Anniversary of the discovery of the precious stone of the Croatian language

place: Zagreb, Croatia
organiser: NSK
Baščanska ploča, a tablet bearing an inscription in the Croatian language probably dating from 1105, is one of the most valuable Croatian monuments. It was discovered on 15 September 1851 on the island of Krk in the church of St. Lucy in Jurandvor near Baška, owing to the local clergyman Petar Dorčić.

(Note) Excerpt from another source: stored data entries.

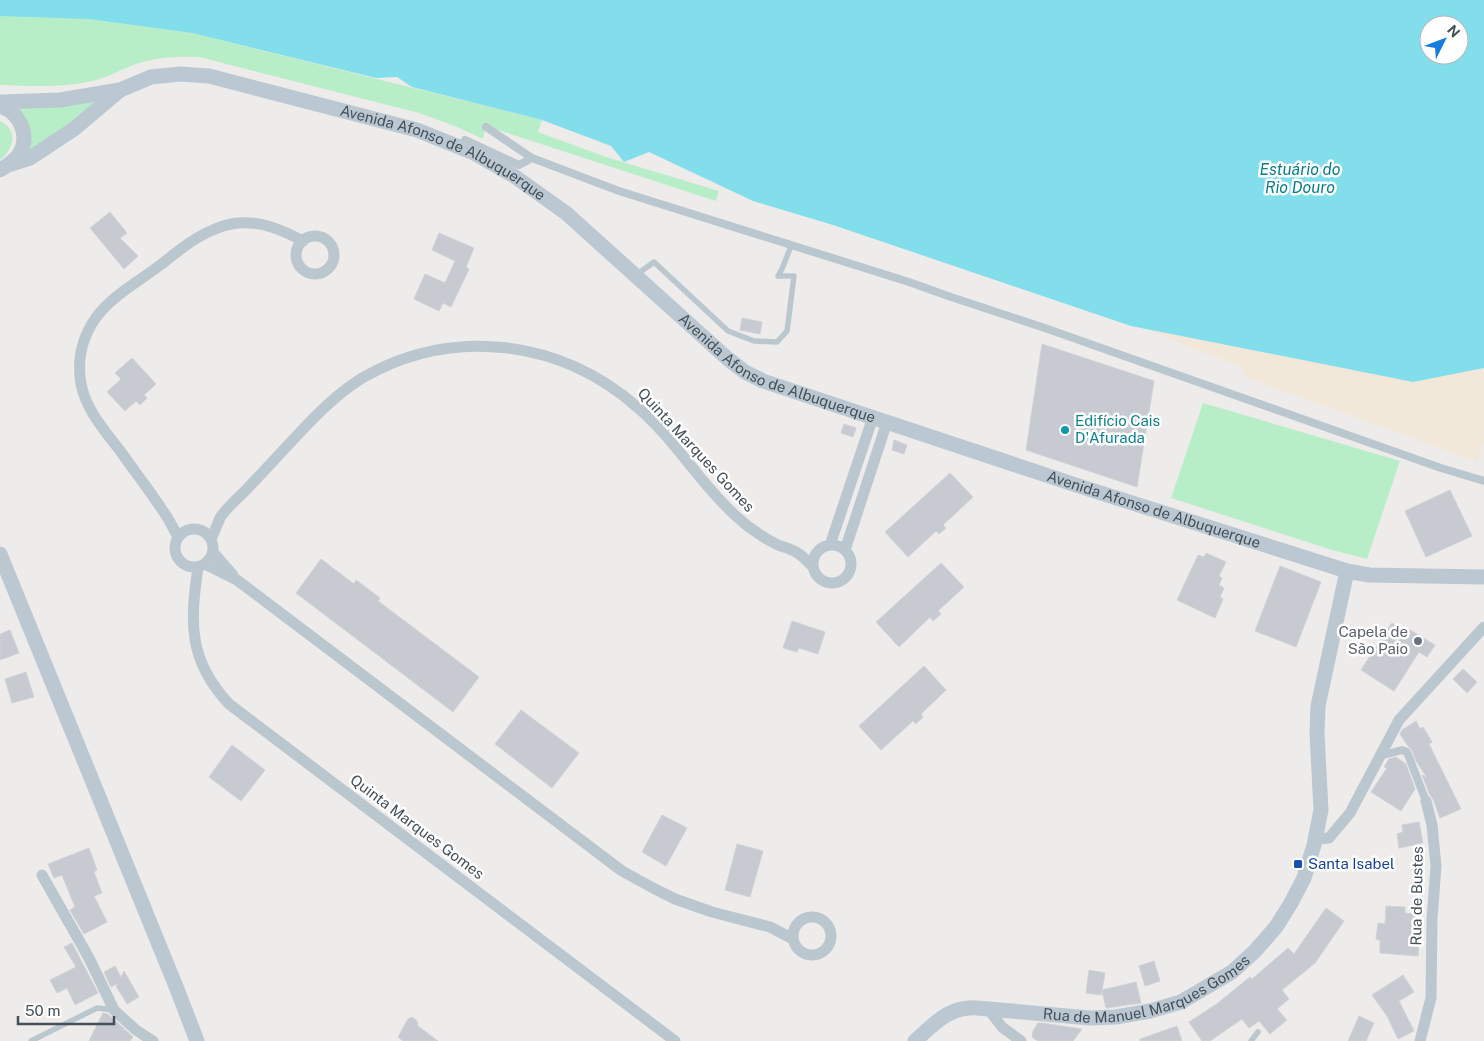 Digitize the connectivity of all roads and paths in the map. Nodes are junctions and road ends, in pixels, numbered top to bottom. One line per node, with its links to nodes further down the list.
1 (120, 90): 2 (main road); 7 (main road); 10 (main road, Avenida Afonso de Albuquerque)
2 (0, 102)
3 (0, 106): 7 (main road)
4 (486, 127): 6 (street)
5 (465, 140): 6 (street)
6 (532, 158): 9 (street)
7 (4, 168)
8 (303, 241): 13 (street, Quinta Marques Gomes)
9 (791, 246): 10 (lane); 12 (street)
10 (636, 275): 11 (main road, Avenida Afonso de Albuquerque)
11 (880, 419): 18 (street); 20 (street, Quinta Marques Gomes); 26 (main road, Avenida Afonso de Albuquerque)
12 (1484, 481)
13 (164, 512): 15 (street, Quinta Marques Gomes); 16 (street, Quinta Marques Gomes)
14 (221, 517): 15 (street, Quinta Marques Gomes); 17 (street, Quinta Marques Gomes); 22 (street, Quinta Marques Gomes)
15 (192, 529): 16 (street, Quinta Marques Gomes); 17 (street, Quinta Marques Gomes)
16 (178, 537): 24 (street, Quinta Marques Gomes)
17 (211, 540): 21 (street)
18 (830, 545): 19 (street, Quinta Marques Gomes); 20 (street)
19 (819, 550): 22 (street, Quinta Marques Gomes); 25 (street)
20 (845, 550): 25 (street, Quinta Marques Gomes)
21 (213, 552): 24 (street); 28 (street)
22 (797, 552): 25 (street, Quinta Marques Gomes)
23 (0, 554): 42 (main road)
24 (196, 566): 28 (street); 43 (street, Quinta Marques Gomes)
25 (813, 567)
26 (1347, 572): 27 (main road, Avenida Afonso de Albuquerque); 32 (main road, Rua de Manuel Marques Gomes)
27 (1484, 577)
28 (237, 580): 35 (street)
29 (1484, 627): 30 (street)
30 (1380, 756): 31 (street, Rua de Bustes); 32 (street)
31 (1426, 801): 47 (street, Rua de Bustes)
32 (1315, 839): 38 (main road, Rua de Manuel Marques Gomes)
33 (42, 875): 37 (street)
34 (797, 924): 35 (street); 36 (street); 36 (street)
35 (770, 927): 36 (street)
36 (793, 940)
37 (114, 1010): 40 (lane); 41 (street)
38 (989, 1010): 44 (main road, Rua de Manuel Marques Gomes); 45 (street)
39 (1258, 1032): 46 (lane)
40 (31, 1041)
41 (153, 1041)
42 (196, 1041)
43 (675, 1041)
44 (915, 1041)
45 (1020, 1041)
46 (1251, 1041)
47 (1420, 1041)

The inscription contains 13 lines of the Glagolitic letters with the upper part of the tablet being decorated by the pattern of vine tendrils. As to the script used in the inscription, it is usually considered that it reflects the form representative of the transition from the round into angular Glagolitic script and includes both Latin and Cyrillic letters. Today the tablet is preserved at the Palace of the Croatian Academy of Sciences and Arts, while the visitors of Jurandvor may see the copy of the tablet.

The stone slab, 198 cm long, 99 cm high and 8 cm wide, was originally part of the altar rail, and later it was placed on the church floor, serving as a memorial stone. The islanders thus walked over it, wearing down the carved letters. Nevertheless, the text inscribed on the tablet has survived and today its content is known in its entirety.

This stone inscription is actually a grant by which King Zvonimir donated an estate to the church. Its text is an exalted account of how two Benedictine abbots raised the small church of St. Lucy on the land that they received as a gift from King Zvonimir.

Since 2011 the cast of the Baška Tablet may be seen in the lobby of the National and University Library in Zagreb.